As part of the implementation of its plans, the Bank has significantly
reduced or completely discontinued the following activities: foreign
currency and foreign trade activity, maintenance of a dealing room,
maintenance of current accounts, checking accounts and securities accounts,
processing grants, operating cash and clearing facilities (independently)
and credit cards.
The reduction in the Bank's operations was also accompanied by a reduction
in the Bank's staff and in the Bank's operating expenses.
Notwithstanding the fact that the date for the conclusion of the Run-Off
Plan was set for July 31, 2008, the Bank intends on continuing to focus on
the collection of its credit portfolio even after that date, as it did
previously, until such time as the decision regarding the privatization of
the Bank is realized or until other developments occur in connection with
the affairs of the Bank, in the event that privatization is not realized.
The financial statements do not contain any changes in the value or
classification of assets or liabilities that may be needed if the Bank is
unable to continue operating as a "Going Concern".
GOVERNMENT RESOLUTION REGARDING THE PRIVATIZATION OF THE BANK
On April 29, 2008, the Ministerial Committee on Privatization passed a
resolution pertaining to the privatization of the Bank.
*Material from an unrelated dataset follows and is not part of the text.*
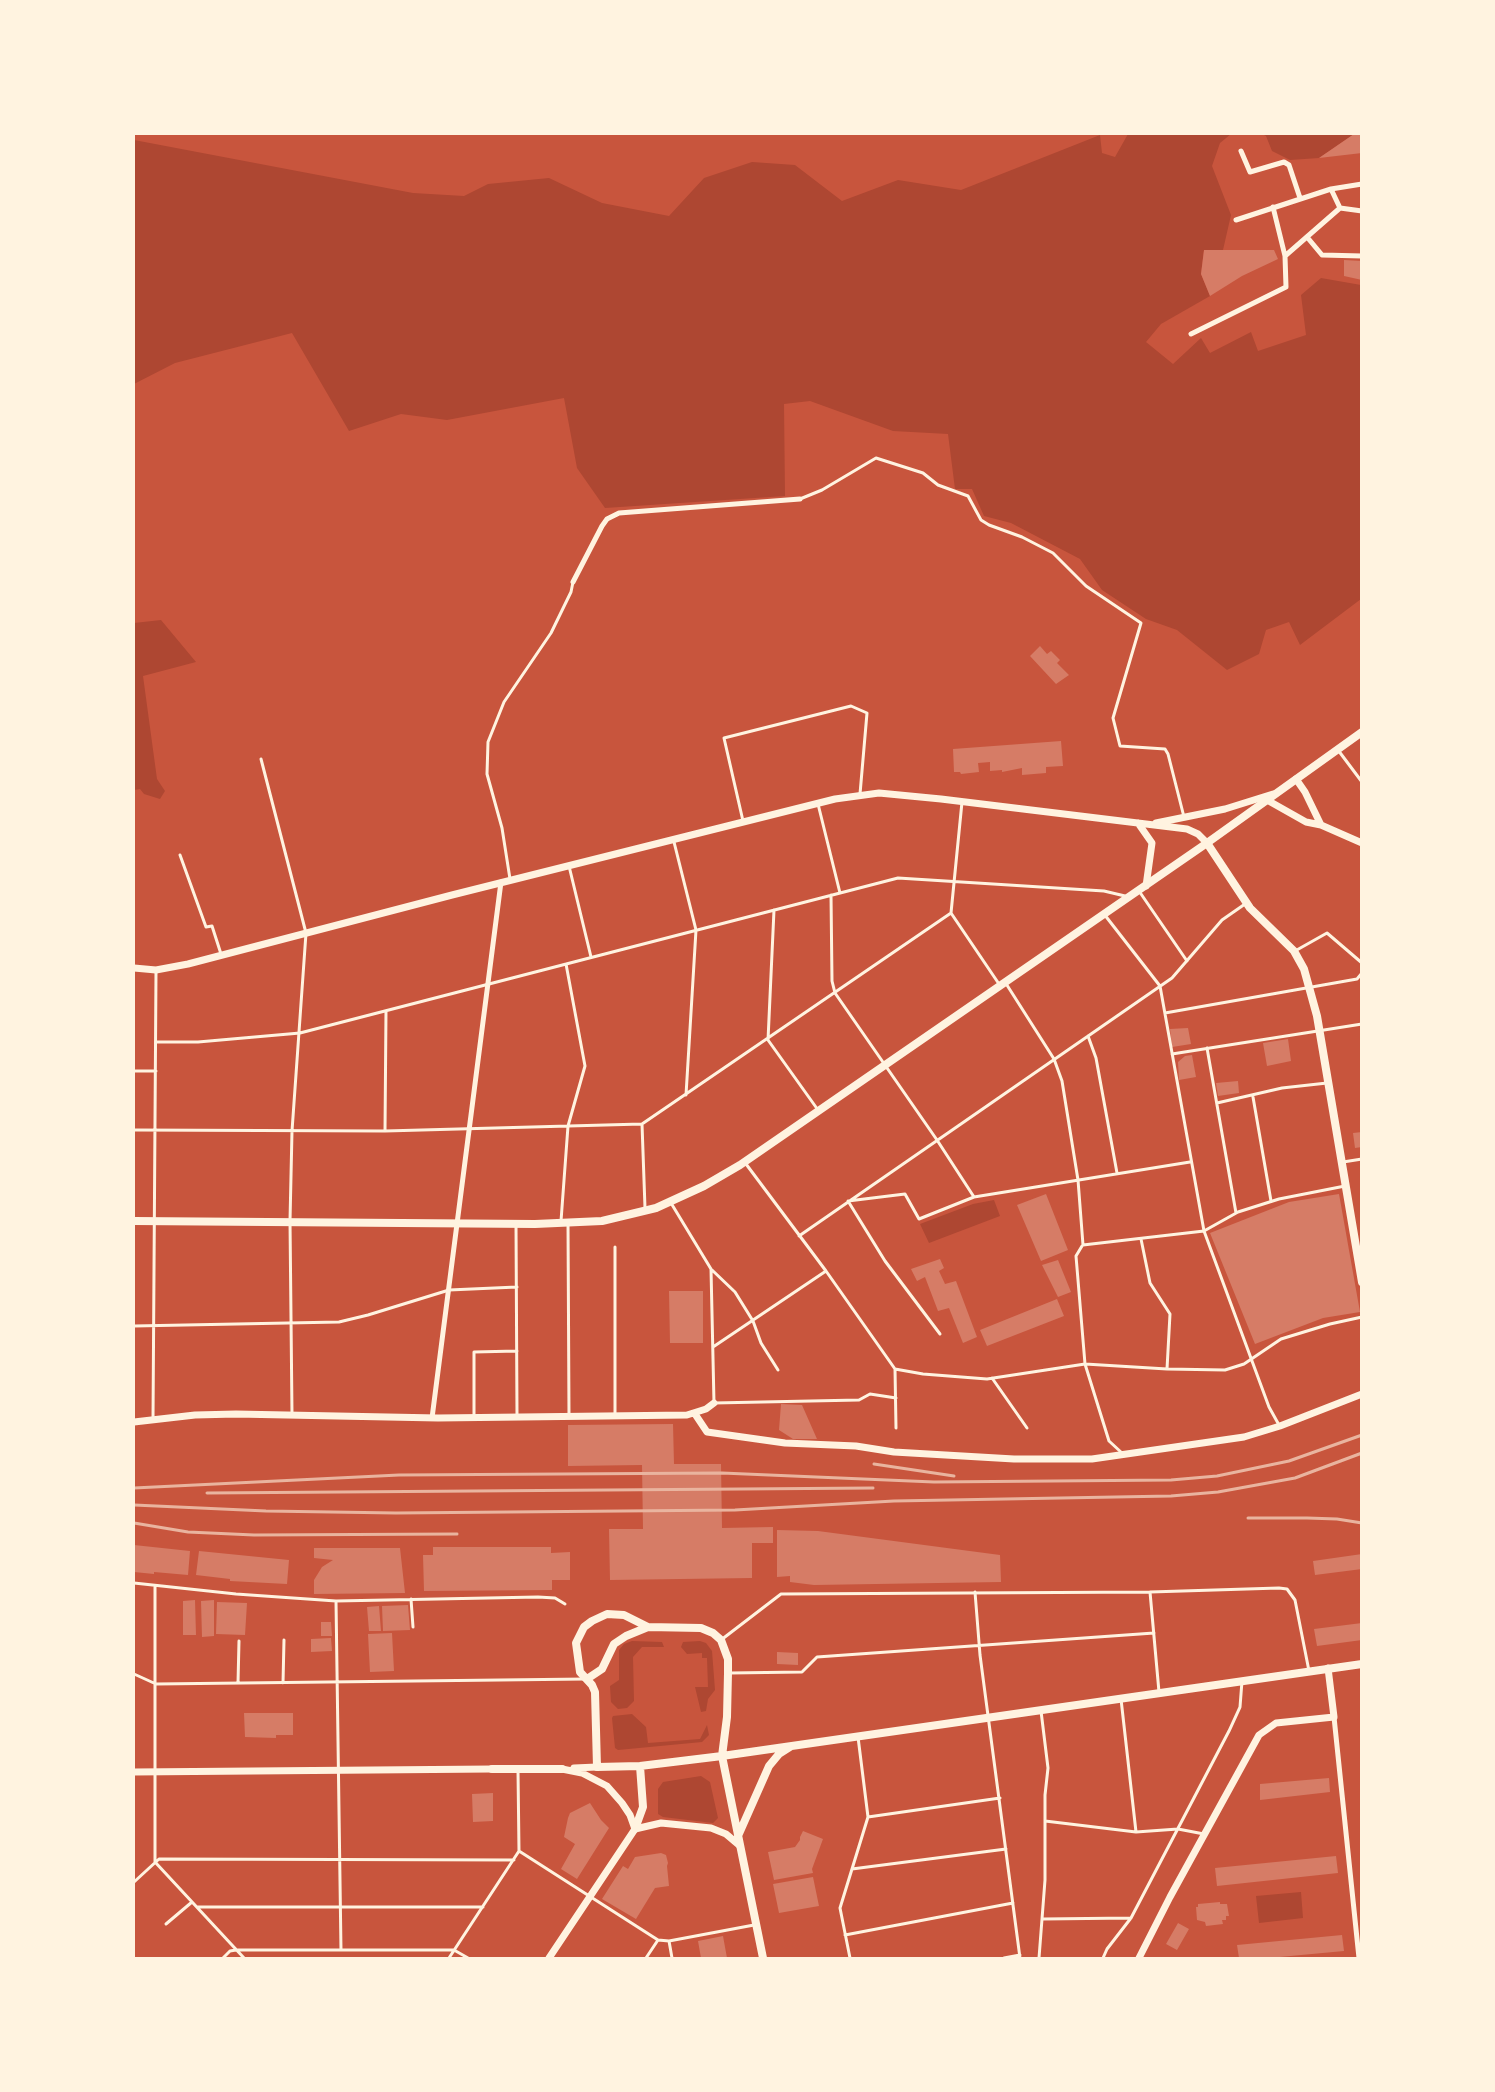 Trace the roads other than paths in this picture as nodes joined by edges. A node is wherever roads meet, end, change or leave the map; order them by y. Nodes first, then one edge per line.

The full wording of
the resolution was publicized by the Bank in its immediate filing on April
30, 2008. The privatization resolution stipulates, among other things, the
following:
o The shares of the State in the Bank shall be sold, as a block, by way
of a private placement, to an investor or group of investors from
Israel and/or abroad (the "Purchaser"), as part of the blueprint for
the sale, including the transfer of all of the shares of the Bank,
including those held by the public, to the Purchaser (the "Sale").
39
The Industrial Development Bank of Israel Limited
NOTES TO THE CONDENSED FINANCIAL STATEMENTS (UANAUDITED) (CONT.)
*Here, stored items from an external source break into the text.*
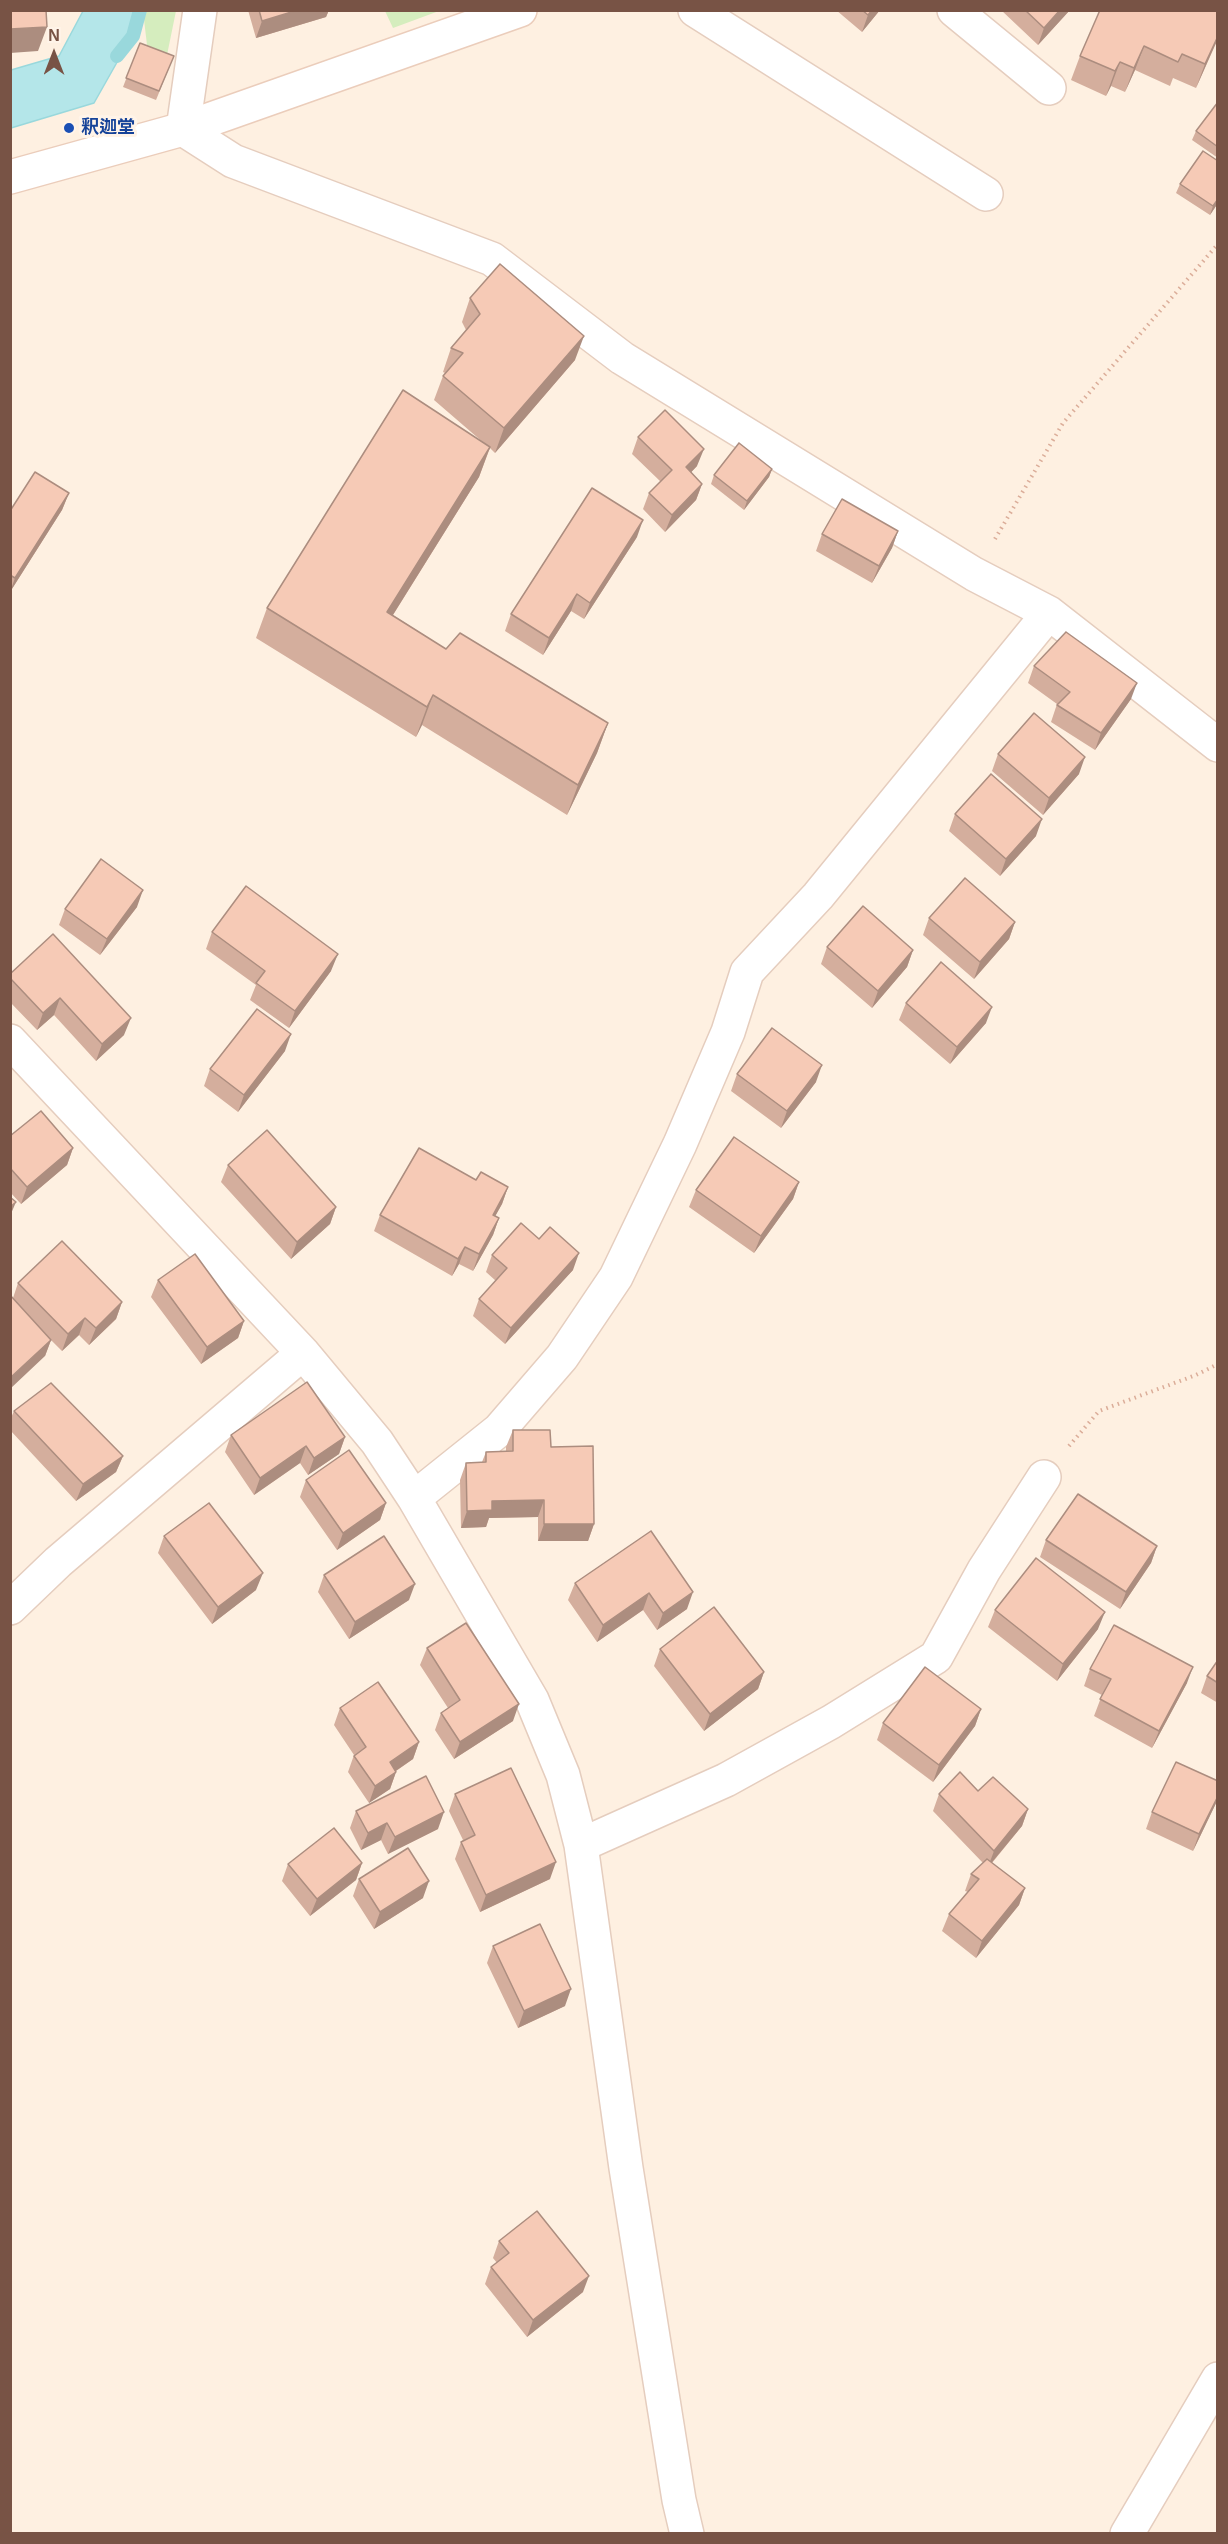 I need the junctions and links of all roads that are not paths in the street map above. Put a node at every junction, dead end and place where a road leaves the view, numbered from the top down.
1 (200, 10) edge
2 (520, 10) edge
3 (695, 10) edge
4 (954, 10) edge
5 (1049, 88) dead end
6 (183, 129) junction
7 (10, 177) edge
8 (986, 194) dead end
9 (1049, 613) junction
10 (1218, 745) edge
11 (10, 1041) edge
12 (303, 1353) junction
13 (1044, 1477) road end
14 (414, 1498) junction
15 (10, 1608) edge
16 (581, 1845) junction
17 (1218, 2379) edge
18 (687, 2534) edge
19 (1127, 2534) edge

1 - 6 street
2 - 6 street
3 - 8 street
4 - 5 street
6 - 7 street
6 - 9 street
9 - 10 street
9 - 14 street
11 - 12 street
12 - 14 street
12 - 15 street
13 - 16 street
14 - 16 street
16 - 18 street
17 - 19 street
- --------------------------------------------------------------------------------
NOTE 1 - GENERAL AND SIGNIFICANT ACCOUNTING AND REPORTING POLICIES (CONT'D)
o Until the completion of the sale, the Bank shall continue collecting
its credit portfolio.
o Based on the memorandum of principles signed among the shareholders of
the Bank on March 18, 2008, the Bank shall submit an application
request for approval of an arrangement, pursuant to Article 350 of the
Companies Law - 1999 (the "Companies Law", the "Arrangement Plan").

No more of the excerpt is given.